Problem statement:
Report all lines of the data below that hold the word "edges".

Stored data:

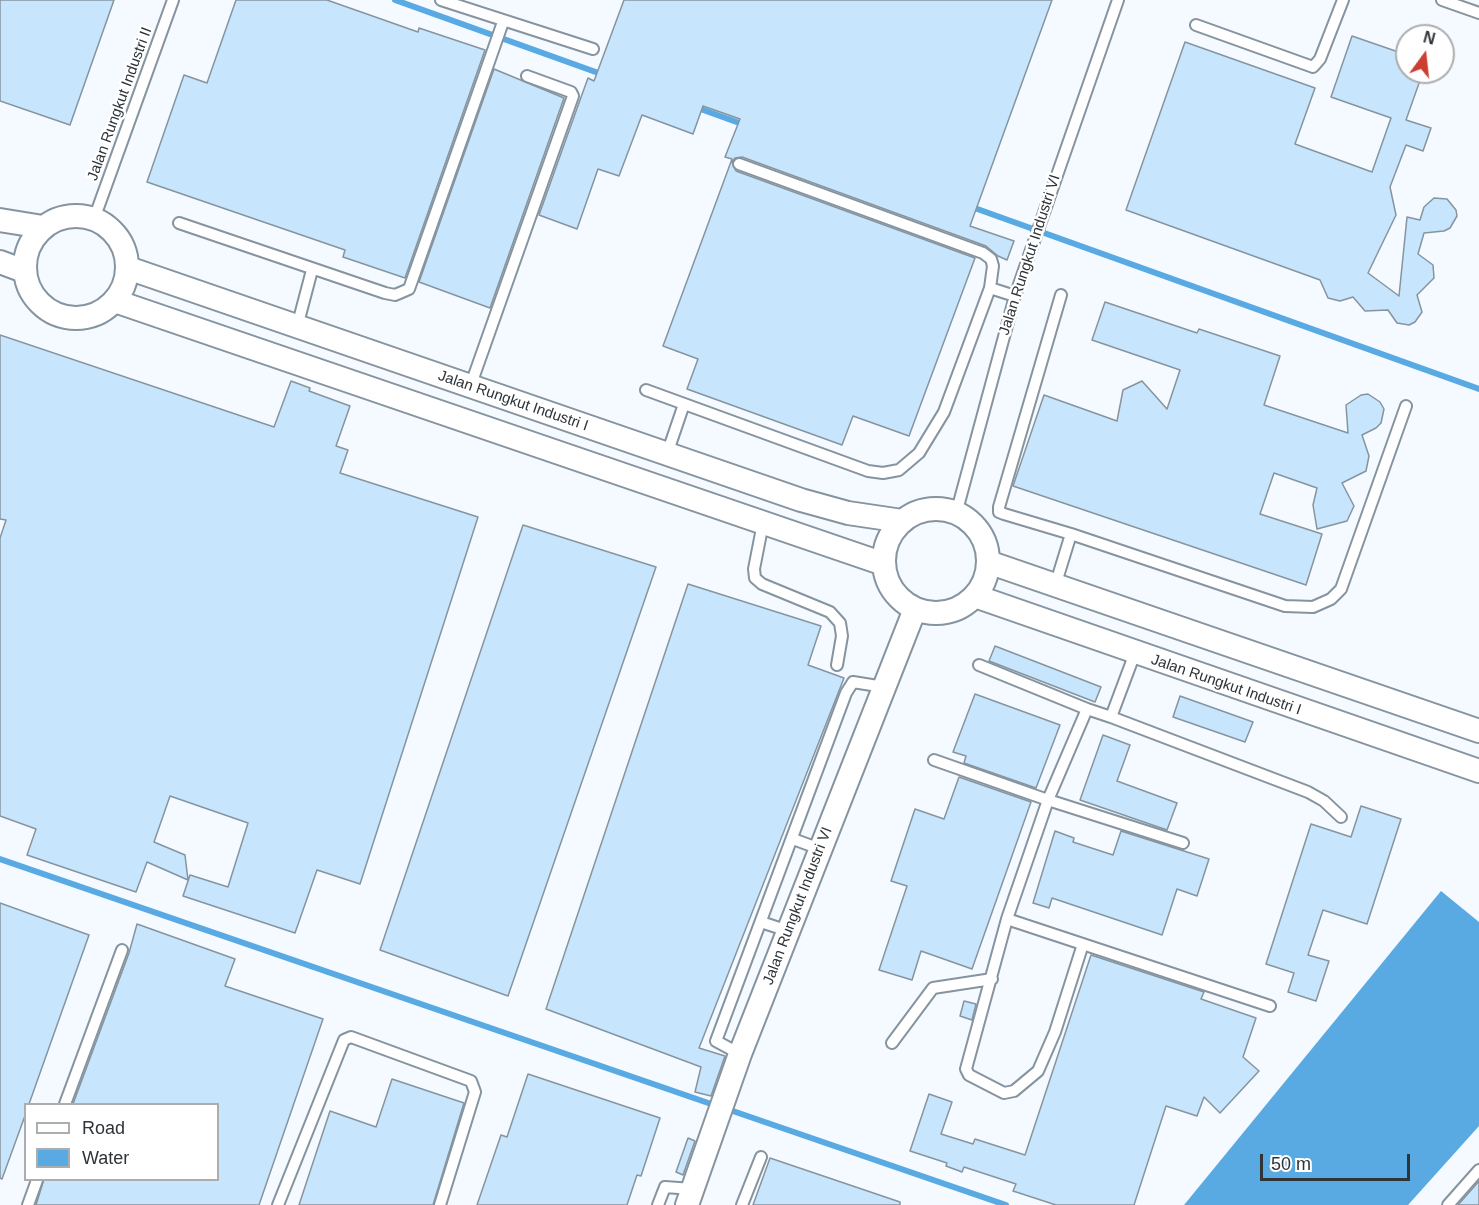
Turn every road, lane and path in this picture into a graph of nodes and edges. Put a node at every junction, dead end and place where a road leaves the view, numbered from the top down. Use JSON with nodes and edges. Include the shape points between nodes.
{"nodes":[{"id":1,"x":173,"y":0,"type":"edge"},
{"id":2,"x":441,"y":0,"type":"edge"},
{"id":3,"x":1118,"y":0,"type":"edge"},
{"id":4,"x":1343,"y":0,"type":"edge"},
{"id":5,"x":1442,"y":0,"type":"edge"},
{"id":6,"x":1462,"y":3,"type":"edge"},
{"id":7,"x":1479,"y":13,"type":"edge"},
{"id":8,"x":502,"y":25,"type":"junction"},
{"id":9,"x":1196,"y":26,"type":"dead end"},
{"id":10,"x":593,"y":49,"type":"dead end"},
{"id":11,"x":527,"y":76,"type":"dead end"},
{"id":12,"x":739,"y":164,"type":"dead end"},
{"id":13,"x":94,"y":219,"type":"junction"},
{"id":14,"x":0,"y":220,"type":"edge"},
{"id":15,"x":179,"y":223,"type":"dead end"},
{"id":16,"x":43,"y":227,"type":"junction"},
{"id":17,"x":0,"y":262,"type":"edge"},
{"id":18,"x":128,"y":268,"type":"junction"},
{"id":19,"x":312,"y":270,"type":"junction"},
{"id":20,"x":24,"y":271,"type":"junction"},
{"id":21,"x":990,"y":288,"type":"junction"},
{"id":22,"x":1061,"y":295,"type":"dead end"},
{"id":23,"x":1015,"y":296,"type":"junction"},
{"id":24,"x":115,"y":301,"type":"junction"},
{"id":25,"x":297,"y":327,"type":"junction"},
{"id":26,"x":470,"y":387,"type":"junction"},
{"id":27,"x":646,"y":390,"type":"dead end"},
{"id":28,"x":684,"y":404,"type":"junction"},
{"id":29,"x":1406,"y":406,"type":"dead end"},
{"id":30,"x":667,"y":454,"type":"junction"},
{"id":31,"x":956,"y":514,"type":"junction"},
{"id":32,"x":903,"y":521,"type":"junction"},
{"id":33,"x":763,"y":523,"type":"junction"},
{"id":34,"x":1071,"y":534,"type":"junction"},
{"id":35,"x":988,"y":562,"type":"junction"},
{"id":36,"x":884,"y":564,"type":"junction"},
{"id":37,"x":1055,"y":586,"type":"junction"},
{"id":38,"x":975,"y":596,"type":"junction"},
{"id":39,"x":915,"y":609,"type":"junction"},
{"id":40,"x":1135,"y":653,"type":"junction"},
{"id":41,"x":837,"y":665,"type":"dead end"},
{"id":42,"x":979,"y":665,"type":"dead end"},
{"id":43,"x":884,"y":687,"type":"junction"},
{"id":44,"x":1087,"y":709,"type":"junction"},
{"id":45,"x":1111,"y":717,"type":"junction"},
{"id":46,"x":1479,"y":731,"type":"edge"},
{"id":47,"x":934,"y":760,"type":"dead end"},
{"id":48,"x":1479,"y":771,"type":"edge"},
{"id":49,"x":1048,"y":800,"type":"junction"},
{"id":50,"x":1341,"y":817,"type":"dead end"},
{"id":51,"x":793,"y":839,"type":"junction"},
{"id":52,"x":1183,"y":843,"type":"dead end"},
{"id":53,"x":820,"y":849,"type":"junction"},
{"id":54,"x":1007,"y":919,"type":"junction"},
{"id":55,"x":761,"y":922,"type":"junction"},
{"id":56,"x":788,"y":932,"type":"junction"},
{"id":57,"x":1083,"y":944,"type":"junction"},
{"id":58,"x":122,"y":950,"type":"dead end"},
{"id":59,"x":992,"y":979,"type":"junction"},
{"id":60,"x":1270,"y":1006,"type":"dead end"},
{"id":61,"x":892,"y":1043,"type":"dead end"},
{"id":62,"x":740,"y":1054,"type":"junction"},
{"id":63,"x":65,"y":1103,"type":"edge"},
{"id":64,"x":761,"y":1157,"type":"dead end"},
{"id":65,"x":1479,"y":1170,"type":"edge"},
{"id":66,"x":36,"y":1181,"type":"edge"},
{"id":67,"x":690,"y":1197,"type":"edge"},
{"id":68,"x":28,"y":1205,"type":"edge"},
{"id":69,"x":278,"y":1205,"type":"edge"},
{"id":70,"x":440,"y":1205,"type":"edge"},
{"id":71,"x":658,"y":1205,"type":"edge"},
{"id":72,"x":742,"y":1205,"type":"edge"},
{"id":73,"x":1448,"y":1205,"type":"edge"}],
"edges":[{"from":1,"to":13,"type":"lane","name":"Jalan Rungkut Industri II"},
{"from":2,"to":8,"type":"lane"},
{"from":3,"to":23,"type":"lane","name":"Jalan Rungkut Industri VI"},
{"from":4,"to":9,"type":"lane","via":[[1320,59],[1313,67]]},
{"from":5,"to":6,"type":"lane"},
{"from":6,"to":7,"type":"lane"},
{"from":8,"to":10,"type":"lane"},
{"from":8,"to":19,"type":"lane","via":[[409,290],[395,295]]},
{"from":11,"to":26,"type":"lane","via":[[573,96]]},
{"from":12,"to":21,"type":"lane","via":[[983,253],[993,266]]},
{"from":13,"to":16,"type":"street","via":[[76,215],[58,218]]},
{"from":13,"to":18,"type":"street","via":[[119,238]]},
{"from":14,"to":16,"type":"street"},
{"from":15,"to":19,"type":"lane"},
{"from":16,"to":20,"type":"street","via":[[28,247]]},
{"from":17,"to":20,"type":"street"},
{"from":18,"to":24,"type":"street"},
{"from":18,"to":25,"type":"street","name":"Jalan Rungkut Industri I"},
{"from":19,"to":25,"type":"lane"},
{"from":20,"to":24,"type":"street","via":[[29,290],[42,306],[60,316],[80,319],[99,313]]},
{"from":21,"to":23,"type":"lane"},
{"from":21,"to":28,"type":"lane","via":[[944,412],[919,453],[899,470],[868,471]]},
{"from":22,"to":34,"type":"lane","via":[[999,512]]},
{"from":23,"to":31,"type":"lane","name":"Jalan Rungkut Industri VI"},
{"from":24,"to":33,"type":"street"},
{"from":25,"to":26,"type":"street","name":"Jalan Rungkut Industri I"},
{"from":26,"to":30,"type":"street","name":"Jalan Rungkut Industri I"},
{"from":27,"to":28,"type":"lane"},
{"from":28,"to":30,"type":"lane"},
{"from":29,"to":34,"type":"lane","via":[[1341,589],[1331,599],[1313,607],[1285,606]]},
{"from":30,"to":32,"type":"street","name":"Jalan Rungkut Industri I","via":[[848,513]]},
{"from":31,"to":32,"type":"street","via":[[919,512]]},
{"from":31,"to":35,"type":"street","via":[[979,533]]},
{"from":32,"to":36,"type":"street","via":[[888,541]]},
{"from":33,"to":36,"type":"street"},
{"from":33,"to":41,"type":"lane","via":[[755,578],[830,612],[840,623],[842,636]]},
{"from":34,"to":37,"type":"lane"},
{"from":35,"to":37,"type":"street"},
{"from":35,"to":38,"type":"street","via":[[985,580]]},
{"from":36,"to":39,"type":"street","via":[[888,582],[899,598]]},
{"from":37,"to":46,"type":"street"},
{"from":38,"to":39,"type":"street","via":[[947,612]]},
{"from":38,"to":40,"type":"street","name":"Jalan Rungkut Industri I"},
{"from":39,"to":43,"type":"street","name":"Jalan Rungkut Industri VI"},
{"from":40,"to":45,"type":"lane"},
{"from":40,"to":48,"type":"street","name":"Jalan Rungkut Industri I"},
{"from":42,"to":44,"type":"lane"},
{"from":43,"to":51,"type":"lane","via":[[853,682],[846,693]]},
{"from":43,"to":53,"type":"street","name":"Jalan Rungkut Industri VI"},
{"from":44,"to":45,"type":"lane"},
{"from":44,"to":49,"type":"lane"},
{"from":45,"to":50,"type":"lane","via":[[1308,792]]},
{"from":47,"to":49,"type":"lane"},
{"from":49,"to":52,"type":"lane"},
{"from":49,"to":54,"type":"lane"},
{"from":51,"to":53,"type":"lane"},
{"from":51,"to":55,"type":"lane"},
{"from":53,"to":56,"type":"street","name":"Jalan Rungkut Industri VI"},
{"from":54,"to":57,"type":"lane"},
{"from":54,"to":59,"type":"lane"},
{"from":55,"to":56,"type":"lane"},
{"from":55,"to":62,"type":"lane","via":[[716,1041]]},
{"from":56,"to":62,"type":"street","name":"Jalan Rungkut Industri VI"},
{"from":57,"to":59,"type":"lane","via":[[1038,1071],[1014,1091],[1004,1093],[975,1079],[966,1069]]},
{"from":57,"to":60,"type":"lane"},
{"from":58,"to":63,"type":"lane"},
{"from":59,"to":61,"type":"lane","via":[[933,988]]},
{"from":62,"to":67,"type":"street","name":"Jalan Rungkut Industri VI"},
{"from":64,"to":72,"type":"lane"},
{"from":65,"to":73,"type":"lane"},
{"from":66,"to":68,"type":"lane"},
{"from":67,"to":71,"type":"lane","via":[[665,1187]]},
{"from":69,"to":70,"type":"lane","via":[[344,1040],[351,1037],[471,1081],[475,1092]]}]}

Expected answer:
Turn every road, lane and path in this picture into a graph of nodes and edges. Put a node at every junction, dead end and place where a road leaves the view, numbered from the top down. Use JSON with nodes and edges. Include the shape points between nodes.
"edges":[{"from":1,"to":13,"type":"lane","name":"Jalan Rungkut Industri II"},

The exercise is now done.